Łukasz już nie odpowiedział. Usiadł na krzesło i patrzał w podłogę. Kuba
chodził w kółko zaciskając ręce. Po jakimś czasie z sali wyszedł w końcu lekarz. Mężczyźni od razu do niego
podbiegli.
- Przepraszam co z dziewczynami ? – zapytał Kuba.
- Są nadal nieprzytomne. – oznajmił – A z dziećmi dobrze.
- Możemy do nich iść?
- Możecie.
- A do dzieci ? – spytał zdenerwowany Łukasz.
- Również. – oznajmił lekarz.
Kiedy lekarz odszedł Kuba z Łukaszem poszli od razu do sali w której
leżały ich żony. Gdy weszli zobaczyli nieprzytomne kobiety, ale dzieci tam nie
było. Kuba od razu podbiegł do Agaty i usiadł obok niej. Łukasz stał jak wryty
i nie mógł się ruszyć. Kuba spojrzał na
niego i pokręcił głową.
- Nie podejdziesz? Bez przesady Łukasz, kłótnia kłótnią, ale pomyśl,
że Ewka mogła zginąć. – powiedział Kuba.
- Zamknij się Ewa żyje. – powiedział i w końcu do niej podszedł.
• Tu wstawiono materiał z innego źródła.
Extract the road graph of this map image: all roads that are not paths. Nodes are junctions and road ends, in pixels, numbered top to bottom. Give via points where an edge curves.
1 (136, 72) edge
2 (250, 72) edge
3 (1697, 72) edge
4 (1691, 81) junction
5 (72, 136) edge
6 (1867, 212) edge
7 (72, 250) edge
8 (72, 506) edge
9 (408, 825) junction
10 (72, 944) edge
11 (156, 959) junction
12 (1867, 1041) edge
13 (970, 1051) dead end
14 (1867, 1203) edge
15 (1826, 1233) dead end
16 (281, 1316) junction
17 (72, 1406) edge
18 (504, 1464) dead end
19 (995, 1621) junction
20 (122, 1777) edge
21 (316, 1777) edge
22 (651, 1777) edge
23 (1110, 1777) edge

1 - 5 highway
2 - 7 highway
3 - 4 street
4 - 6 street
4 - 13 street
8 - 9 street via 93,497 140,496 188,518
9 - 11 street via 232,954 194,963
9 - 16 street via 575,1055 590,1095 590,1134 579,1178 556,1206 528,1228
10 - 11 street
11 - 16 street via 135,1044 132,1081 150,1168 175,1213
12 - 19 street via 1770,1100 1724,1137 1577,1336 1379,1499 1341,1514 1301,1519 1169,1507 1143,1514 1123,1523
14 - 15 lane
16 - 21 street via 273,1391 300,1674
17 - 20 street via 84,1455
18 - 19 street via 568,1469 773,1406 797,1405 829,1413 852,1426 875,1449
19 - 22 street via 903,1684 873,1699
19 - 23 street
Złapał ją za zimna rękę. Nawet nie wzdrygnęła. Pocałował ja w dłoń tak
jakby chciał rozgrzać ją swoim całusem.
- Pójdę do dzieci. – oznajmił.
- Dobra idź ja zostanę z nimi w razie co. – powiedział Kuba.
Łukasz puścił rękę Ewy i udał się w stronę drzwi, wychodząc spojrzał
jeszcze na nią i przyjaciół. Szedł po po schodach leniwie i w końcu wszedł do sali, od razu ujrzał
swoją córkę. Po przeciwnej stronie leżał jego chrześniak. Łukasz podszedł do
Kamilki i ujrzał jej małą twarzyczkę. Łuk brwiowy miała zaklejony plastrem.
Raczki posiniaczone i podrapane. Nie wyglądała, aż tak strasznie. Kamil
natomiast miał złamany obojczyk. I parę siniaków. Łukasz wziął krzesło przystawił
obok łóżeczka córki oparł się o nie i patrzał. Po dwóch godzinach przysnął. O 6
rano Agata obudziła się ze strasznym bólem głowy. Nie wiedziała gdzie jest ani
co się stało. Nic nie pamiętała. Spojrzała lekko w prawą stronę i zobaczyła
leżącą Ewę – Chyba śpi – pomyślała. Odwróciła głowę w drugą stronę i ku jej
zdziwieniu spał Kuba oparty o stolik. Agata kompletnie nie wiedziała co się
stało, czemu jest w szpitalu. Spróbowała wymówić imię męża. KUBA. Szepnęła
ledwo co. Mężczyzna jak na zawołanie się obudził usiadł i spojrzał w jej
stronę. Agata się uśmiechnęła. Błaszczykowski od razu wstał i podszedł do niej.
- Hej słonko jak się masz?
- Co się stało ? – wyszeptała.
- Miałyście wypadek.
- Co? Co z dziećmi ? – powiedziała trochę głośniej Agata.
- Dobrze. Piszczu jest z nimi.
- Boże to moja wina, Ewa mi nie wybaczy.
- Nie mów tak. – skarcił ją Kuba.
- Chodź tu do mnie. – Agata odkryła pościel i pokazała, że ma się
położyć obok.
Kuba się położył blisko żony. Pocałował i powiedział, że ma iść spać.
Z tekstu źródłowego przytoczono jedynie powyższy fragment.